Today is Black Monday — one of two days all year during which not a single game is played in any of North America’s four major professional sports leagues.

The day before the Major League Baseball All-Star Game, which is slated for tomorrow, has no games scheduled.  Ditto for the day after the Midsummer Classic, which is a travel day that allows teams to get in place before baseball starts the second half of its season.

Big league baseball is the only major pro sport playing games during the month of July.  With 30 MLB teams playing a 162-game schedule, there is plenty of baseball — except today and Wednesday.

The National Football League begins play in September and ends with the Super Bowl the first week of February.  The NBA and National Hockey League start in early October and wrap up their playoffs in June.

This is garbage time for televised sports.  With no games to broadcast, ESPN will air the overly contrived, made-for-TV production known as the Home Run Derby today.  Tomorrow brings the All-Star Game, while Wednesday features two WNBA games as well as the ESPYs.  So much for quality programming.

The first week of April is the busiest of the year for pro sports, as three of the “Big Four” are playing.  Baseball is getting underway [the 2018 regular season began March 29 – the earliest Opening Day in league history], while the NBA and NHL regular seasons are winding down as those leagues prepare for their playoffs.  Mix in the NCAA Final Four and run-up to the Masters and you have plenty of stellar sporting action.

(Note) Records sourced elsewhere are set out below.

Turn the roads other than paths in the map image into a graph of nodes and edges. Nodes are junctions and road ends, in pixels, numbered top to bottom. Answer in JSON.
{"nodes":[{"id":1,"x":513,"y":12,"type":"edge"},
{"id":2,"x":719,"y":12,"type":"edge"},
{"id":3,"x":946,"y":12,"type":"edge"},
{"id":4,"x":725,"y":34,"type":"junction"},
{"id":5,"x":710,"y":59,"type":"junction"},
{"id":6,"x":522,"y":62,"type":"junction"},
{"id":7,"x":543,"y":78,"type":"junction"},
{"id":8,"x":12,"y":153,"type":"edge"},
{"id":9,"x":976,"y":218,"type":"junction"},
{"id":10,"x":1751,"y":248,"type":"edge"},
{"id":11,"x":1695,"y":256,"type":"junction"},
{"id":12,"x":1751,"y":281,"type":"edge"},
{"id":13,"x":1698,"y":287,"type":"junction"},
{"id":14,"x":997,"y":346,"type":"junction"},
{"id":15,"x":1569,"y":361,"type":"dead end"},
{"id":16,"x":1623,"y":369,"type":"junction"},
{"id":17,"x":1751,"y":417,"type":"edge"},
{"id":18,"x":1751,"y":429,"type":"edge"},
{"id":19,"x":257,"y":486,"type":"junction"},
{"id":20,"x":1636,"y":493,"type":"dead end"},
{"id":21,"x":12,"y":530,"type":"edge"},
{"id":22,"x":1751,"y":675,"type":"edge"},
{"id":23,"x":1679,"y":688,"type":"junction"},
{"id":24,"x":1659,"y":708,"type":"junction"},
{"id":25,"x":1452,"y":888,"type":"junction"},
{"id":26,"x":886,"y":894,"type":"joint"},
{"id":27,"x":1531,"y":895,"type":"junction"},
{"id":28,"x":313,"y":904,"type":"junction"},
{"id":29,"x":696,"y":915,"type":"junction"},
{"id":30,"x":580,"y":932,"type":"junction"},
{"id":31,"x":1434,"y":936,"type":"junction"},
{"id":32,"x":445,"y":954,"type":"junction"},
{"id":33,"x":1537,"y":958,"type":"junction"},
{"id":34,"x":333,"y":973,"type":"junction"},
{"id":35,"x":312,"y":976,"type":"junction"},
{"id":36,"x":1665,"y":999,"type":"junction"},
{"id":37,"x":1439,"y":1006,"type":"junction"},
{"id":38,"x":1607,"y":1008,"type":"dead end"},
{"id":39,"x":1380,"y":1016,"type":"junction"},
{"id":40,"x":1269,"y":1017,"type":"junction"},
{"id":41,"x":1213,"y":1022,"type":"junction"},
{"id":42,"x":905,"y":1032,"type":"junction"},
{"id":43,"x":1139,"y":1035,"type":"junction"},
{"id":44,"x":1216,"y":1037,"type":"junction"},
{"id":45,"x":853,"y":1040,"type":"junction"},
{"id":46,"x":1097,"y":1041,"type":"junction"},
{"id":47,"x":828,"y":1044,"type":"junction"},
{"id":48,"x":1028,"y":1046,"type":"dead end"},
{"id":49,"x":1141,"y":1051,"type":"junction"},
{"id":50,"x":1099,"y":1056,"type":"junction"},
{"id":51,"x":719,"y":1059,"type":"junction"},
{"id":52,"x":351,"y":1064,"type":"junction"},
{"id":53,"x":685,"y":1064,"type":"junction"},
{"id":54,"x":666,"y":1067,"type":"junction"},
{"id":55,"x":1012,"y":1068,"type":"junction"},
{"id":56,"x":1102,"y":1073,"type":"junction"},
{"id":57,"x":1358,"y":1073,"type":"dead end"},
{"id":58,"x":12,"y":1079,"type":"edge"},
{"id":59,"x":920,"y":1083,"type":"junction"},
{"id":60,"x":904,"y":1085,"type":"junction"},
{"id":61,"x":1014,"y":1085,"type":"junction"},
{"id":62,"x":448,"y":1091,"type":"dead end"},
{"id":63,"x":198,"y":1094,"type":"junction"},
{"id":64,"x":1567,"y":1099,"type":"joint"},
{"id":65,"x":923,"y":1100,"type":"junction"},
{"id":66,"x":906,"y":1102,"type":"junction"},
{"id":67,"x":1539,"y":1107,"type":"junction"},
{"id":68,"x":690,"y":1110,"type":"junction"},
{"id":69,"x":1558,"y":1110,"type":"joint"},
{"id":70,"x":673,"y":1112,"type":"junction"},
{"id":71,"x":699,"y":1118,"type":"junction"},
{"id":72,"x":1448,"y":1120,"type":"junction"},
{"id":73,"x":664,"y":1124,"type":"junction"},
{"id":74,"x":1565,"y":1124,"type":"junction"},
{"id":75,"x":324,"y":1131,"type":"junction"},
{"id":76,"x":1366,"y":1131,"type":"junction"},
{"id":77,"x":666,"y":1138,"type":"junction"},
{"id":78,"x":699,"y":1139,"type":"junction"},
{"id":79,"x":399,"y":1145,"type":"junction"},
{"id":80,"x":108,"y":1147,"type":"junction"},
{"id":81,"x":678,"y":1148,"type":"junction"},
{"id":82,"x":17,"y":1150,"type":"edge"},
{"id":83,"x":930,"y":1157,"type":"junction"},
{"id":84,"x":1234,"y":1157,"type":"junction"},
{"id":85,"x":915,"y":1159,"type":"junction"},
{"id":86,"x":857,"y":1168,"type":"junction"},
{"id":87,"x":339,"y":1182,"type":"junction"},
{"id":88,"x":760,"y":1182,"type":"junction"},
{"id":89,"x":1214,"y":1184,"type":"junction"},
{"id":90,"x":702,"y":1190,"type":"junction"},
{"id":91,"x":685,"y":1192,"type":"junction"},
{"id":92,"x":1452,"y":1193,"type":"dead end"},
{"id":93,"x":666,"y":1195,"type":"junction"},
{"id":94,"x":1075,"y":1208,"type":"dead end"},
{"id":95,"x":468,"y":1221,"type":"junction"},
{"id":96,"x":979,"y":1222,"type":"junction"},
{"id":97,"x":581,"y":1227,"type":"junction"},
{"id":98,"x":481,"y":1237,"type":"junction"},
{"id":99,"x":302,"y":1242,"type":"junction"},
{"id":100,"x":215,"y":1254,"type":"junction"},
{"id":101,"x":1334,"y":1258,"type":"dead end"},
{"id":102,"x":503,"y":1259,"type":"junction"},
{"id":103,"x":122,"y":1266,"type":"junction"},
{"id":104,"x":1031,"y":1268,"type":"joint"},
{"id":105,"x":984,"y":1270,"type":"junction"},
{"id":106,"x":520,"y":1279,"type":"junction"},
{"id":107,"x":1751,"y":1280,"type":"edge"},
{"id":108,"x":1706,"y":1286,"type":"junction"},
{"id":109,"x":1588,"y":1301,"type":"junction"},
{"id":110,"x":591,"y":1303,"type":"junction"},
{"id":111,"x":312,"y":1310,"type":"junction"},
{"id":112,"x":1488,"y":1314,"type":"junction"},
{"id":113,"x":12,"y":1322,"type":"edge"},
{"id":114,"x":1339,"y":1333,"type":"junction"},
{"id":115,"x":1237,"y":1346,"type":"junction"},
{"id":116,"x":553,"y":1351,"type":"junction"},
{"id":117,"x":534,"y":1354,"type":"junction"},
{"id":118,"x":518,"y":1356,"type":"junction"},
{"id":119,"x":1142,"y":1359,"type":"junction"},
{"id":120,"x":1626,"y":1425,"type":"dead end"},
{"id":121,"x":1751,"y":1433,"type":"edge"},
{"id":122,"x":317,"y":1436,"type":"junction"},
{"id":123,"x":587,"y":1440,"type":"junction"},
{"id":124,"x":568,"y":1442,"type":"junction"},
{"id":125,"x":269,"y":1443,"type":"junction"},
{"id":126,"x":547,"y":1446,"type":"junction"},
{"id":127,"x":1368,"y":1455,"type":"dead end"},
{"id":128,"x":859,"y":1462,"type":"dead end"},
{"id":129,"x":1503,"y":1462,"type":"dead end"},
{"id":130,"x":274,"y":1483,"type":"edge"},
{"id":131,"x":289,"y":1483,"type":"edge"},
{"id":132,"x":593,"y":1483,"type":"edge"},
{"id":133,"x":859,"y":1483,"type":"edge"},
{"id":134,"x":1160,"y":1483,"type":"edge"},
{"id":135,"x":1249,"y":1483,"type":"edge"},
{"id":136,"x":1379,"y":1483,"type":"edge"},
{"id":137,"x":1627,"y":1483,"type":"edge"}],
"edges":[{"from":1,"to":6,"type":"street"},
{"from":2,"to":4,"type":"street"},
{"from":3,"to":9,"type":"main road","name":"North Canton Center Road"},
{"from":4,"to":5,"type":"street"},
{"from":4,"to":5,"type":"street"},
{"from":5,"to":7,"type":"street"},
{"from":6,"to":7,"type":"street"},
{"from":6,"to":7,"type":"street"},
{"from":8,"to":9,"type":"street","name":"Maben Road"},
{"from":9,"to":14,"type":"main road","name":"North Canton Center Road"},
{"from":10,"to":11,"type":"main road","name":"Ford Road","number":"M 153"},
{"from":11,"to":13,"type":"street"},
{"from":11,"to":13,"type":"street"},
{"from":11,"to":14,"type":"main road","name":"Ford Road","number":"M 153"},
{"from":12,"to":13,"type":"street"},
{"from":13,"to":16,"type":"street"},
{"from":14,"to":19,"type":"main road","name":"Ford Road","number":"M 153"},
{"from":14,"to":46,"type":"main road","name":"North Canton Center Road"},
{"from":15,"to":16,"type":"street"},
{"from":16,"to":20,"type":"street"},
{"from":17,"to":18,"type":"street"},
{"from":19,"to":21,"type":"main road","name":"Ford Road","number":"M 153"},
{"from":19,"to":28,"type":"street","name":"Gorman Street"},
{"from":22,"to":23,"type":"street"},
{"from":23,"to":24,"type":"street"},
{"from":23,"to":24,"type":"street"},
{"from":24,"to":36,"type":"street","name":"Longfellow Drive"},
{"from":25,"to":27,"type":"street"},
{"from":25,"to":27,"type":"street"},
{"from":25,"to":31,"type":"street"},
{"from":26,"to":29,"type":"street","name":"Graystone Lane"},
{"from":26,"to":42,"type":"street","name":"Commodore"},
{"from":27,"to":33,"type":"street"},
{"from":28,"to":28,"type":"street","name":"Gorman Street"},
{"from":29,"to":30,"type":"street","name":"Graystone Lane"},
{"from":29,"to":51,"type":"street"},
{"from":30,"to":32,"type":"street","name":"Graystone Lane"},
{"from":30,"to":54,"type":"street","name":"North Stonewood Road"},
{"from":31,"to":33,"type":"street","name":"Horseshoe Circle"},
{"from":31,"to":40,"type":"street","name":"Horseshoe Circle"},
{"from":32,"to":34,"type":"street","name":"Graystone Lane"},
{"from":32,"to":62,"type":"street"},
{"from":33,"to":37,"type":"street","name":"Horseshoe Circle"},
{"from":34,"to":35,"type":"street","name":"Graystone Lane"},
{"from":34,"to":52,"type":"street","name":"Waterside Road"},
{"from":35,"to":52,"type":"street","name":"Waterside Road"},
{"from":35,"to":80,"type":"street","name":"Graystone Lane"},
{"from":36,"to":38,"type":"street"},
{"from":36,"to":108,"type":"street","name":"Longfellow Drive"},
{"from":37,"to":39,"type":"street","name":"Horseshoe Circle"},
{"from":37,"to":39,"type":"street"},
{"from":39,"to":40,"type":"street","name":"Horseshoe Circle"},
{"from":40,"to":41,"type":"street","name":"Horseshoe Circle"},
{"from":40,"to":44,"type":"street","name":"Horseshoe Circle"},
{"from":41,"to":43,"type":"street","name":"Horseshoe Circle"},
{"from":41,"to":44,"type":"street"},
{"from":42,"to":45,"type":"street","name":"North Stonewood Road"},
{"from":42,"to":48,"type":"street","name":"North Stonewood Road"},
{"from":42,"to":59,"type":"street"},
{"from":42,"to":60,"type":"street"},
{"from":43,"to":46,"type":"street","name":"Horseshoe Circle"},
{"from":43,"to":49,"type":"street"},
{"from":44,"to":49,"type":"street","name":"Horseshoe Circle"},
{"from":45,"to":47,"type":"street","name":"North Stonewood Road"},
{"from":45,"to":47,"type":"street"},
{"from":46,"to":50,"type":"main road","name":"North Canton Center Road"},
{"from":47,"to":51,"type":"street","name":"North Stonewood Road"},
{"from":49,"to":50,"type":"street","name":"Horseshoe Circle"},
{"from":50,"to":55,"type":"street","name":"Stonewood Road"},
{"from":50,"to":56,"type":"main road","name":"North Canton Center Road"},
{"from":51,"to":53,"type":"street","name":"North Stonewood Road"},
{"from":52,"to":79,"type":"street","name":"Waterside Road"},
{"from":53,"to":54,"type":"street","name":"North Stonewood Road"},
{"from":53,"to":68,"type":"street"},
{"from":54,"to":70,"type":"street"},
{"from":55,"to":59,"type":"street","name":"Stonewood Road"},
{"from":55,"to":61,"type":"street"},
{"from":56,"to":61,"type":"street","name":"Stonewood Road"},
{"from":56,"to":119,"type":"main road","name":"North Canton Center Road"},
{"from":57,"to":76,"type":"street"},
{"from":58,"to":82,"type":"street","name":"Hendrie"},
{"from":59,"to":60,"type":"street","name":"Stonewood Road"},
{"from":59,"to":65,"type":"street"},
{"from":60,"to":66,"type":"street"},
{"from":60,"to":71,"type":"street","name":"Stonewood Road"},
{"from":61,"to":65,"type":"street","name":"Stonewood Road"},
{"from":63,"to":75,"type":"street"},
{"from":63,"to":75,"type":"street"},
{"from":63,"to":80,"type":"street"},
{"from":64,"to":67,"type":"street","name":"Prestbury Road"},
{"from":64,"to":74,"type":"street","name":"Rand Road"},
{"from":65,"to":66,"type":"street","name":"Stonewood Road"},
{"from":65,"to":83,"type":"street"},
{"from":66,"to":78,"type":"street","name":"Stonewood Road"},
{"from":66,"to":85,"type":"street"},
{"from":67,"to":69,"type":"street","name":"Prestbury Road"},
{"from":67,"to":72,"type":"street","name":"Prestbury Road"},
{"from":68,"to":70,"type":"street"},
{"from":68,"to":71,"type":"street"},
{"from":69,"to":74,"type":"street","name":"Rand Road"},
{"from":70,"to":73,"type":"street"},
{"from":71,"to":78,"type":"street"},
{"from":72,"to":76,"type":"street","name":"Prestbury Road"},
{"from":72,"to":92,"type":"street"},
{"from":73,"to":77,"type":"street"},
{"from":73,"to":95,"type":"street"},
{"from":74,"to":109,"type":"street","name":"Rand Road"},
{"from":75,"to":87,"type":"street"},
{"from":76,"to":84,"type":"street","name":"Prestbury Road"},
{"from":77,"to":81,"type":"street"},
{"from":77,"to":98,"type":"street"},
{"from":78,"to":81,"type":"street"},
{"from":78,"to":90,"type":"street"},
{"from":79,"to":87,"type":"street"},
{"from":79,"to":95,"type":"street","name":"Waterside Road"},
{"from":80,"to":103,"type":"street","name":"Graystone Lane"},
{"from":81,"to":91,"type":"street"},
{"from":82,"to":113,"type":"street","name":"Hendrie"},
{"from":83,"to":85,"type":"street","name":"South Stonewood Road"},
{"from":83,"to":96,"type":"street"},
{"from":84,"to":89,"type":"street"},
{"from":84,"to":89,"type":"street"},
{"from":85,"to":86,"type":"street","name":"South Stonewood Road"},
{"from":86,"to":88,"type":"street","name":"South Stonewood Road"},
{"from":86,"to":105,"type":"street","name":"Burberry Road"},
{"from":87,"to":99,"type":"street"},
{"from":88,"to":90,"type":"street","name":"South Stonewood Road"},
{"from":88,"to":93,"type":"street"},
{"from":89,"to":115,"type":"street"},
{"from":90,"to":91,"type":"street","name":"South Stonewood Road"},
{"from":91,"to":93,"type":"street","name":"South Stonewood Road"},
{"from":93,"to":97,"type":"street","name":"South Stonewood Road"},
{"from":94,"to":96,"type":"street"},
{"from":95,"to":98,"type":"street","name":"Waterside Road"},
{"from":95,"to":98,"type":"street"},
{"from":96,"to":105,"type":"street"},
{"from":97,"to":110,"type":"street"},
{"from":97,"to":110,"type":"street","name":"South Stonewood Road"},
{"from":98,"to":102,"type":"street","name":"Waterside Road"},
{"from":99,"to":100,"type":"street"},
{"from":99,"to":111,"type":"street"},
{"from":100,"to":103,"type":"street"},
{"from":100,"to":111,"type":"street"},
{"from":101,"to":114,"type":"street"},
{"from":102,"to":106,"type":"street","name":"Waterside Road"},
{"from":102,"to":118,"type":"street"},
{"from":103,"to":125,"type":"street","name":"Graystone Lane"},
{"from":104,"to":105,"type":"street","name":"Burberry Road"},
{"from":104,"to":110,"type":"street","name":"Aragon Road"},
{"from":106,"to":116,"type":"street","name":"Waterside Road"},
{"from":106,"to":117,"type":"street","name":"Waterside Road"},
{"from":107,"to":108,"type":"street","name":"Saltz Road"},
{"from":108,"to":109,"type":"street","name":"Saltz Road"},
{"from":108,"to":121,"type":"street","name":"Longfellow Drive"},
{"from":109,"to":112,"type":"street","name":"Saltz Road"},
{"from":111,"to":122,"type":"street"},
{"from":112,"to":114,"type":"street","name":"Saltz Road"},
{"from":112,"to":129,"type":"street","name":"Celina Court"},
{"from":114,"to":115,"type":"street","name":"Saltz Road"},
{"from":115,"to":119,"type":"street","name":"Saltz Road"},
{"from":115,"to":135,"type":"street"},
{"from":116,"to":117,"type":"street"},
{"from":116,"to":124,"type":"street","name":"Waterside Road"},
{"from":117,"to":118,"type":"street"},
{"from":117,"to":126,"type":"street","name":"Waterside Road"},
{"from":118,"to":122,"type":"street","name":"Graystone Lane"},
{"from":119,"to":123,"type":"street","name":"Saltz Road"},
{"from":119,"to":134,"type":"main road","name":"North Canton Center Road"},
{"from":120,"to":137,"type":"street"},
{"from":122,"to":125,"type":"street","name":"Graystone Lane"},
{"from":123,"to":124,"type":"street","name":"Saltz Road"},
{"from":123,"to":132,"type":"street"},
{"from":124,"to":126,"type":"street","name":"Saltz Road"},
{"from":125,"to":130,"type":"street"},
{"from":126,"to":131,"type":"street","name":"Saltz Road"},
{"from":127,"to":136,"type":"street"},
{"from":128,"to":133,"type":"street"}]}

The antithesis of Black Monday is a Sports Equinox, when all four major North American sports leagues play at least one game on the same day.  It has happened only 17 times in history, with the most recent coming October 19, 2017.  The NHL played nine games that day, while the NBA played three.  The lone NFL game was a Thursday-nighter, which ended with the Raiders scoring on the final play of the game to beat the Chiefs, 31-30.  The Equinox culminated with the Dodgers thrashing the Cubs at Wrigley Field, 11-1, to wrap up the National League Championship Series, four games to one.

There was a 15-year period without a Sports Equinox, between 1985 and 2001.  And after 2001, seven more years passed without it happening.  Six have occurred since 2008.

The advent of Thursday Night Football, expansion of the MLB playoff format and increasing parity in the NHL – producing more seven-game playoff series – make the possibility of a Sports Equinox more and more likely.